This program was created for educational purposes only as a course work for my "Algorithms and Data Structures" course. The program was created without using any external libraries or any of the integrated data structures. All string editing methods like (split) were implemented manually by me. All data structures used in the project apart from the standard array were implemented manually.
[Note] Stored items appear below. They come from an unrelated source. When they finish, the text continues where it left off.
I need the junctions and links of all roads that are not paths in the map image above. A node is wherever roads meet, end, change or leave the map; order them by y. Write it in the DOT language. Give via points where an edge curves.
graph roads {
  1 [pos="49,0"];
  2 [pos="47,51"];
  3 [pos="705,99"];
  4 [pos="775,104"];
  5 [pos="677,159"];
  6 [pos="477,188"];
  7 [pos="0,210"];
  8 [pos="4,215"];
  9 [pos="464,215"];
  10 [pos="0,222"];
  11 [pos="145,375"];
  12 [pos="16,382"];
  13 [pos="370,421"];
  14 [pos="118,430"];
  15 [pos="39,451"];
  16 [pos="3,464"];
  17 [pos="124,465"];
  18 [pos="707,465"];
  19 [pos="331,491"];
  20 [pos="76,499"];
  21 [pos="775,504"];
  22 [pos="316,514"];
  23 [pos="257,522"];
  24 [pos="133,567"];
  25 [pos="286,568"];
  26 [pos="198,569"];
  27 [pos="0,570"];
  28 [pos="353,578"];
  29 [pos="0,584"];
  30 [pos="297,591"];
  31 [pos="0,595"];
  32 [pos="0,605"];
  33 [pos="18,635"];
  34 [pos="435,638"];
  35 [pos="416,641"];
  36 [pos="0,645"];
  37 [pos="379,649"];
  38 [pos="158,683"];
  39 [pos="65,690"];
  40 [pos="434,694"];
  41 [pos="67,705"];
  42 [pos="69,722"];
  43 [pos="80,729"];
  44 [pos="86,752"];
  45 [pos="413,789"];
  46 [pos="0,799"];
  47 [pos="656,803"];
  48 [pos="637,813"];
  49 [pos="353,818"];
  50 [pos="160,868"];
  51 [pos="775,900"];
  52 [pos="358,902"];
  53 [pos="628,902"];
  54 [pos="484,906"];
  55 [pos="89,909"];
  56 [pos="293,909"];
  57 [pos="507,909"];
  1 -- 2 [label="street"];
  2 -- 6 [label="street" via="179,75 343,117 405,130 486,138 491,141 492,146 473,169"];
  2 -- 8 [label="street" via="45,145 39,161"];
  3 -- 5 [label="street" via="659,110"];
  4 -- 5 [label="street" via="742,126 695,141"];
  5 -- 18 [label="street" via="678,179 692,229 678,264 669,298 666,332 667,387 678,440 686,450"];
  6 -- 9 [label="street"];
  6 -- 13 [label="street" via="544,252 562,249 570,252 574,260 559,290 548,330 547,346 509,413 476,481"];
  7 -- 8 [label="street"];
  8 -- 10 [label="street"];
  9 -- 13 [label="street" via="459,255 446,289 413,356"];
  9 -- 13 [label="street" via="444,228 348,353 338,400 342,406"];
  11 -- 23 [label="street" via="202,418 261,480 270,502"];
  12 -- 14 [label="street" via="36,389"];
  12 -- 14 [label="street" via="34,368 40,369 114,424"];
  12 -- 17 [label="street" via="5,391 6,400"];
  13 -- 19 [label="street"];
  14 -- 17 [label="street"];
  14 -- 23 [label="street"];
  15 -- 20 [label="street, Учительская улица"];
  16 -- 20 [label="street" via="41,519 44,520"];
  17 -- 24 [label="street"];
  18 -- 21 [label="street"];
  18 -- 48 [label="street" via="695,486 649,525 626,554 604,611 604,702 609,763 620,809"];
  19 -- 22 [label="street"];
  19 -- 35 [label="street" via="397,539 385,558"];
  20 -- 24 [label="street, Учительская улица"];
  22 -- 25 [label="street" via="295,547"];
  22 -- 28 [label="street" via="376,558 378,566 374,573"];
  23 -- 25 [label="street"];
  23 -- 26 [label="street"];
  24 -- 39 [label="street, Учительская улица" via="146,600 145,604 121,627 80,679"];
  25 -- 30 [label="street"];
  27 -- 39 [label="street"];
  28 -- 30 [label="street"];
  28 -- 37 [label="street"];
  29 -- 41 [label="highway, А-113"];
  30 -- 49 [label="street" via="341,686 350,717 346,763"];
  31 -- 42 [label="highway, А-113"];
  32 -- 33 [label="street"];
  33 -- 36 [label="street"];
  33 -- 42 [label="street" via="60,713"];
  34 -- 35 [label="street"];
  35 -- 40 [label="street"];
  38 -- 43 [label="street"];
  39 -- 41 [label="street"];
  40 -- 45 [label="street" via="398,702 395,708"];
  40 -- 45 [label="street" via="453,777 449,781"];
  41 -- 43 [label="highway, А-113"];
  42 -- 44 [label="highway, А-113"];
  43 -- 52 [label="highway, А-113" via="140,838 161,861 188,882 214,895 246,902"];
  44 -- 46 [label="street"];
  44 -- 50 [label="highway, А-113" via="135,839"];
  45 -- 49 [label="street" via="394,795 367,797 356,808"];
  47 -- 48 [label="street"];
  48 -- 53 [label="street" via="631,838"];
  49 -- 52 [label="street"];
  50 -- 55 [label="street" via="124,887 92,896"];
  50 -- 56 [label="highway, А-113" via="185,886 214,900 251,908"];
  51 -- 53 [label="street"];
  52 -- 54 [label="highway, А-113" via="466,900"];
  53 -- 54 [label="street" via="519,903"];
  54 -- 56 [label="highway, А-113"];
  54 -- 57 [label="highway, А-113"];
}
This project was used to show understanding of common algorithms and data structures studied as part of this course.
- Loading HTML documents from file and creating a general tree in system memory
- Enabling the user to edit, copy and paste nodes and save the edited document as an HTML document
- Enable the user to visualize the document using the integrated picture box window
-
Prints part of the document or the entire document
Example:
PRINT "//" -> prints the entire document
PRINT "//html/body/p" -> prints <p> Text1 </p> <p> Text2 </p> <p id='p3'> Text3 </p>
PRINT "//html/body/table/tr/td" -> prints <td> 11 </td> <td> 22 </td> <td> 33 </td> <td> 44 </td>
PRINT "//html/body/p[2]" -> prints <p> Text2 </p>
PRINT "//html/body/div/*" -> prints <div>Text4</div><p>Text5</p>
PRINT "//html/body/div" -> prints <div><div>Text4</div><p>Text5</p></div>
PRINT "//html/body/p[@id='p3']" -> prints <p id='p3'> Text3 </p>
PRINT "//html/body/table[@id='table2']/tr[2]/td" -> prints <td> 22 </td>
-
Replace the content of a node with what the user has entered
Example:
SET "//html/body/p" "AAA" -> <p> AAA </p> <p> AAA </p> <p id='p3'> AAA </p>
SET "//html/body/div/div" "<b>Text4</b>" -> <div><b>Text4</b></div>
-
Copies one node to another Example:
COPY "//html/body/div/div" "//html/body/table[@id='table2']/tr[2]/td"
-
Saves the tree as an HTML document
-
Renders the content of the document using a BMP image and System.Drawing
- The HTML document should start with the <html> tag
- The crawler does not support <head>, <!DOCTYPE> or comments
- The crawler does not support script tags and style tags
The HTML Crawler is written entirely in the C# programming language on .net 6. Windows Form is used for the user interface.